Hi Krasiyan, the equation for Paroxetine will be  Occupancy% = 102*dose/(5.2+dose)

so yes at 5mg you will be at 50% occupancy, however it is really a matter of trial and error you can try different percentages till you find the one that you can tolerate and start calculating your doses based on it.

also as Gridley mentioned you can cut your pills or make liquid from them, personally I found it easier to measure doses from liquid solution.

 

This SERT Occupancy graphs makes such a difference in my understanding of why a slow taper is so important. Especially towards the end of the taper.

 

What would be the occupancy equation for Sertraline? 

 

I am giving this taper another go after being on the sidelines for 3 years. Three years ago, I had somewhat manageable withdrawal problems from 50 mg to 37.5 mg to 25 mg to 12.5 mg, but failed miserably when I CT'd at 12.5 mg. I reinstated and held at 12.5 mg for the past 3 years. It looks like 12.5 mg Sertraline is still around 55% occupancy.

 

In Nov 2018, I decided to drop from 12.5 mg to 6.25 mg. I had some withdrawal, but it appeared to be manageable. Held 6.25 mg for 2 months. Then 6.25 mg to 0 mg was a fail. 6.25 mg is still appears to be around 40% SERT occupancy. I have reinstated at 5 mg 1 week ago and waiting to stabilize.


2006-2013: Amitriptyline 25mg QD at bedtime.

Oct 2014: Clonazepam 0.5mg at night for sleep. Gabapentin 600mg x2 daily for pain.

Dec 2014: CT Clonazepam & Gabapentin on doctor’s instruction, because it wasn't helping symptoms. Caused severe depression, anxiety, panic attacks. ER due to 3 days of no sleep. ER administered Lorazepam IV.
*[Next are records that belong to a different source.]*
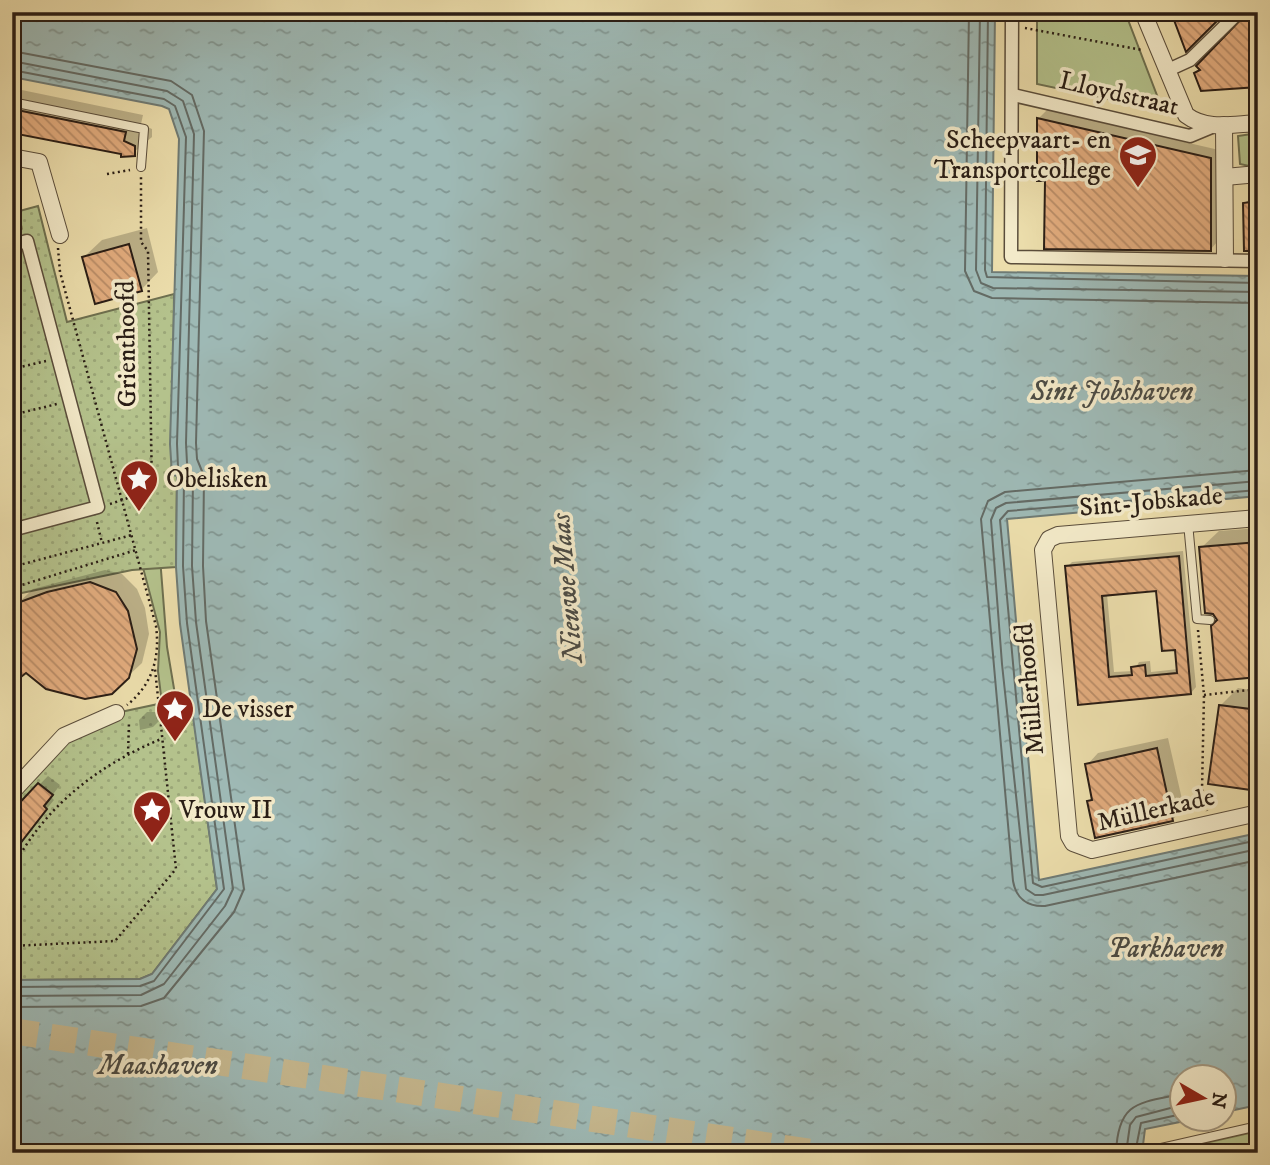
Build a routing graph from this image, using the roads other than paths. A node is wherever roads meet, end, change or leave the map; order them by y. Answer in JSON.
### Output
{"nodes":[{"id":1,"x":1143,"y":12,"type":"edge"},
{"id":2,"x":1239,"y":12,"type":"edge"},
{"id":3,"x":1012,"y":19,"type":"edge"},
{"id":4,"x":1166,"y":71,"type":"junction"},
{"id":5,"x":1013,"y":94,"type":"junction"},
{"id":6,"x":12,"y":102,"type":"edge"},
{"id":7,"x":1258,"y":123,"type":"edge"},
{"id":8,"x":1219,"y":125,"type":"junction"},
{"id":9,"x":12,"y":157,"type":"edge"},
{"id":10,"x":141,"y":167,"type":"road end"},
{"id":11,"x":1258,"y":174,"type":"edge"},
{"id":12,"x":1225,"y":177,"type":"junction"},
{"id":13,"x":60,"y":235,"type":"road end"},
{"id":14,"x":12,"y":245,"type":"edge"},
{"id":15,"x":1225,"y":259,"type":"junction"},
{"id":16,"x":1258,"y":261,"type":"edge"},
{"id":17,"x":1258,"y":518,"type":"edge"},
{"id":18,"x":1188,"y":523,"type":"junction"},
{"id":19,"x":12,"y":530,"type":"edge"},
{"id":20,"x":1049,"y":539,"type":"joint"},
{"id":21,"x":1210,"y":620,"type":"dead end"},
{"id":22,"x":122,"y":709,"type":"road end"},
{"id":23,"x":12,"y":792,"type":"edge"},
{"id":24,"x":1258,"y":813,"type":"edge"},
{"id":25,"x":1069,"y":837,"type":"joint"},
{"id":26,"x":1258,"y":1125,"type":"edge"},
{"id":27,"x":1156,"y":1153,"type":"edge"}],
"edges":[{"from":1,"to":4,"type":"street","name":"Lloydstraat"},
{"from":2,"to":4,"type":"street"},
{"from":3,"to":5,"type":"street"},
{"from":4,"to":8,"type":"street","name":"Lloydstraat"},
{"from":5,"to":8,"type":"street","name":"Lloydstraat"},
{"from":5,"to":15,"type":"street"},
{"from":6,"to":10,"type":"lane"},
{"from":7,"to":8,"type":"street","name":"Lloydstraat"},
{"from":8,"to":12,"type":"street"},
{"from":9,"to":13,"type":"street"},
{"from":11,"to":12,"type":"street"},
{"from":12,"to":15,"type":"street"},
{"from":14,"to":19,"type":"street","name":"Grienthoofd"},
{"from":15,"to":16,"type":"street"},
{"from":17,"to":18,"type":"street","name":"Sint-Jobskade"},
{"from":18,"to":20,"type":"street","name":"Sint-Jobskade"},
{"from":18,"to":21,"type":"lane"},
{"from":20,"to":25,"type":"street","name":"Müllerhoofd"},
{"from":22,"to":23,"type":"street"},
{"from":24,"to":25,"type":"street","name":"Müllerkade"},
{"from":26,"to":27,"type":"lane"}]}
Dec 2014: Lorazepam - 0.250mg AM,  0.125mg PM, 0.250mg Beftime; Zoloft - 50mg

Feb 15 - March 11, 2015: Tapered Lorazepam at 0.125 mg ever 5 days. Too fast and very difficult.

June 1 - Oct 12, 2015: Tapered Zoloft from 50mg at 12.5 mg every 4 weeks. Last 2 weeks I took 12.5 mg every other day. Then CT'd at 12.5 mg.

Dec 4, 2015: Reinstated Zoloft 12.5 mg.

Nov 2018: 12.5 mg to 6.25 mg. Held for 2 months then CT'd 6.25 mg on Jan 26.

Feb 16, 2019: Reinstated Zoloft 5 mg

Dec 2019: CT Zoloft 5 mg. Did okay until August 2020.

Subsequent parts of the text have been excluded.